(Saved data entries)
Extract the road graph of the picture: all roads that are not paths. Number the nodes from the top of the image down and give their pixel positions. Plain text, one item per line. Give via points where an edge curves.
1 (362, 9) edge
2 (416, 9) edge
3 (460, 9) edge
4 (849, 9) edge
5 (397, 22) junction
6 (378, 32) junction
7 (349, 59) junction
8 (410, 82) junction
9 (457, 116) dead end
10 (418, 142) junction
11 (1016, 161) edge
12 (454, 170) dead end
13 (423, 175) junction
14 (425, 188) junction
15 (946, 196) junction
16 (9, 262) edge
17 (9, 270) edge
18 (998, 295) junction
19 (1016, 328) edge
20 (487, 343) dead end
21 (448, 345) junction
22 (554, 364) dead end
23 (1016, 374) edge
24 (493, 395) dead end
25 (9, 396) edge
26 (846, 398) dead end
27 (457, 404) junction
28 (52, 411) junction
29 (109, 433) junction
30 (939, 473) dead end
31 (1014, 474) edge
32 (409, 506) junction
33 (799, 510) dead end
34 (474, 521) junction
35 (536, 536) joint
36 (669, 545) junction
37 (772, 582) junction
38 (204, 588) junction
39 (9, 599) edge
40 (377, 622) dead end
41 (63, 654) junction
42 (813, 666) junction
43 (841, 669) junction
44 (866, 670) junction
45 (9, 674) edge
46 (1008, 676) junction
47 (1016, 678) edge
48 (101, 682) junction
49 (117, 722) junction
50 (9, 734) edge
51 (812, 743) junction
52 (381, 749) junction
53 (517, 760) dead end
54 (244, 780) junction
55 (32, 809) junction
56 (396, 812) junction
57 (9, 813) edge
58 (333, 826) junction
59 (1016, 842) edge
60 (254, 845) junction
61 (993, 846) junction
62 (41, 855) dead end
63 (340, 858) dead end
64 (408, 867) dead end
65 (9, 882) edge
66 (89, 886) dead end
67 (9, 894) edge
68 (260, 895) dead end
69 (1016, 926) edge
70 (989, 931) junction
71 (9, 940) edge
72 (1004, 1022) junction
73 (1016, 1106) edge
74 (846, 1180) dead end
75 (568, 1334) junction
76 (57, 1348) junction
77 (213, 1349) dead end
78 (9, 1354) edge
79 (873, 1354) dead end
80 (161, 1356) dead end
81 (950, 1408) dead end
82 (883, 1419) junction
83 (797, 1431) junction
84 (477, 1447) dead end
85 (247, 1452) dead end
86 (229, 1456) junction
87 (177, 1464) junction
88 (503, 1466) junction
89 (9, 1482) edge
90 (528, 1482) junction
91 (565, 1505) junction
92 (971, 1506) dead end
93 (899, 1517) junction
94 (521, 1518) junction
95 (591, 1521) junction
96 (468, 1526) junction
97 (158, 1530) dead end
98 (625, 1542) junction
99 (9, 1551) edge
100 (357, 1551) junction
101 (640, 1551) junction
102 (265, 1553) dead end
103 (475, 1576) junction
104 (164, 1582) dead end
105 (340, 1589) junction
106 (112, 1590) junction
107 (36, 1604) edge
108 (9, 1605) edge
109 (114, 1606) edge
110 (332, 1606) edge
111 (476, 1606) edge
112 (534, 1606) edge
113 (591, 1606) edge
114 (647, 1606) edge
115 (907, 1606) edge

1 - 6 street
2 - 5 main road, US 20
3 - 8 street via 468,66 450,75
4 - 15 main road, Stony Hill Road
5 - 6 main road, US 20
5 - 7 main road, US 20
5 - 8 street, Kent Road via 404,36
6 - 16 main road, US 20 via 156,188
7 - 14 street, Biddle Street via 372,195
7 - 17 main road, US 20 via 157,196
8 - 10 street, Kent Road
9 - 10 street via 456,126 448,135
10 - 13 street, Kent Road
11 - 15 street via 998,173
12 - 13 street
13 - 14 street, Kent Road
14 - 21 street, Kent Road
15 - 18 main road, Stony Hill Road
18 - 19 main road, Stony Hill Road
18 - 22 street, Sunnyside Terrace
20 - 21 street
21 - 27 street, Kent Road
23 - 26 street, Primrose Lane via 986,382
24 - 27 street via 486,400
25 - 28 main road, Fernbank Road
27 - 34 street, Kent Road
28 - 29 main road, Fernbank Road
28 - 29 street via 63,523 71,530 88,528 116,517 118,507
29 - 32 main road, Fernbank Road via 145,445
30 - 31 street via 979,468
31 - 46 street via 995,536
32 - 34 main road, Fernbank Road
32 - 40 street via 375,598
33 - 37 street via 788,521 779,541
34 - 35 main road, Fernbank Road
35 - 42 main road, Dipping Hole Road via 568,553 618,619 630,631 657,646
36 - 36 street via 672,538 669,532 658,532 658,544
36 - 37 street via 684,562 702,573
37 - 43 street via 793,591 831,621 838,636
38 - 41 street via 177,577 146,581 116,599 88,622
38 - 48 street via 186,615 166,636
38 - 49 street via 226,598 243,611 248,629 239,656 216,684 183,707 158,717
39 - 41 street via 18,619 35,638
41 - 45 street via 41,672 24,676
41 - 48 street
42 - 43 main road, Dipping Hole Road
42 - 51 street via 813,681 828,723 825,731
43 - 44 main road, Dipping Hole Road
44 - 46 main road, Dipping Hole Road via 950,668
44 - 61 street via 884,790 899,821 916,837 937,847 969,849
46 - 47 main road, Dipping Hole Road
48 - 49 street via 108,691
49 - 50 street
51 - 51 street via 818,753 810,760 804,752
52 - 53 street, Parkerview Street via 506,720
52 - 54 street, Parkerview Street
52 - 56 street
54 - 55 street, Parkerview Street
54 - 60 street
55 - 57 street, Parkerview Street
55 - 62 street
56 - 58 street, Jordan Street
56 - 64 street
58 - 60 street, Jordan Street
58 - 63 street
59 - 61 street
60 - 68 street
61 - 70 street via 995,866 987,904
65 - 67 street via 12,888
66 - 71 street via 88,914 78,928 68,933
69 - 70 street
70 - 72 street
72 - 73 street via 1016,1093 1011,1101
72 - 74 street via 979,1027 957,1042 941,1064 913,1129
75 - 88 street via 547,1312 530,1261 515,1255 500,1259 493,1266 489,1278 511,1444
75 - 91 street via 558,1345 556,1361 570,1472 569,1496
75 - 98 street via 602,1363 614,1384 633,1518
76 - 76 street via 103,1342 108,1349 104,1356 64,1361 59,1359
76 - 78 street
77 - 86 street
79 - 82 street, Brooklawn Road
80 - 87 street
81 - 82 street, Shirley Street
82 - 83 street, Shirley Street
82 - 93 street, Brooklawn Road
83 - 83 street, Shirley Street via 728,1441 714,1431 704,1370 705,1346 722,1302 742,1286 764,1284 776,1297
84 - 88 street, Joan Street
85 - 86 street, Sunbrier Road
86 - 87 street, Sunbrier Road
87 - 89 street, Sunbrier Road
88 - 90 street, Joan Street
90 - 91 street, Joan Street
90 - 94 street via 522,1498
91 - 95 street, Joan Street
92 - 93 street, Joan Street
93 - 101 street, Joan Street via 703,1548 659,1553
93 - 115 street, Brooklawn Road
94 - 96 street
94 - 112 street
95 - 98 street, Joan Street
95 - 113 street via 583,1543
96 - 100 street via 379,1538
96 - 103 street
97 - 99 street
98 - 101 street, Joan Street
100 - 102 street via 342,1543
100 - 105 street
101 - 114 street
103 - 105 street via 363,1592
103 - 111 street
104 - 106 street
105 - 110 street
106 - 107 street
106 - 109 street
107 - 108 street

__Exercise objective__
Go through the records and show every line with the string "Shirley" in it.

__Output of the task__
81 - 82 street, Shirley Street
82 - 83 street, Shirley Street
83 - 83 street, Shirley Street via 728,1441 714,1431 704,1370 705,1346 722,1302 742,1286 764,1284 776,1297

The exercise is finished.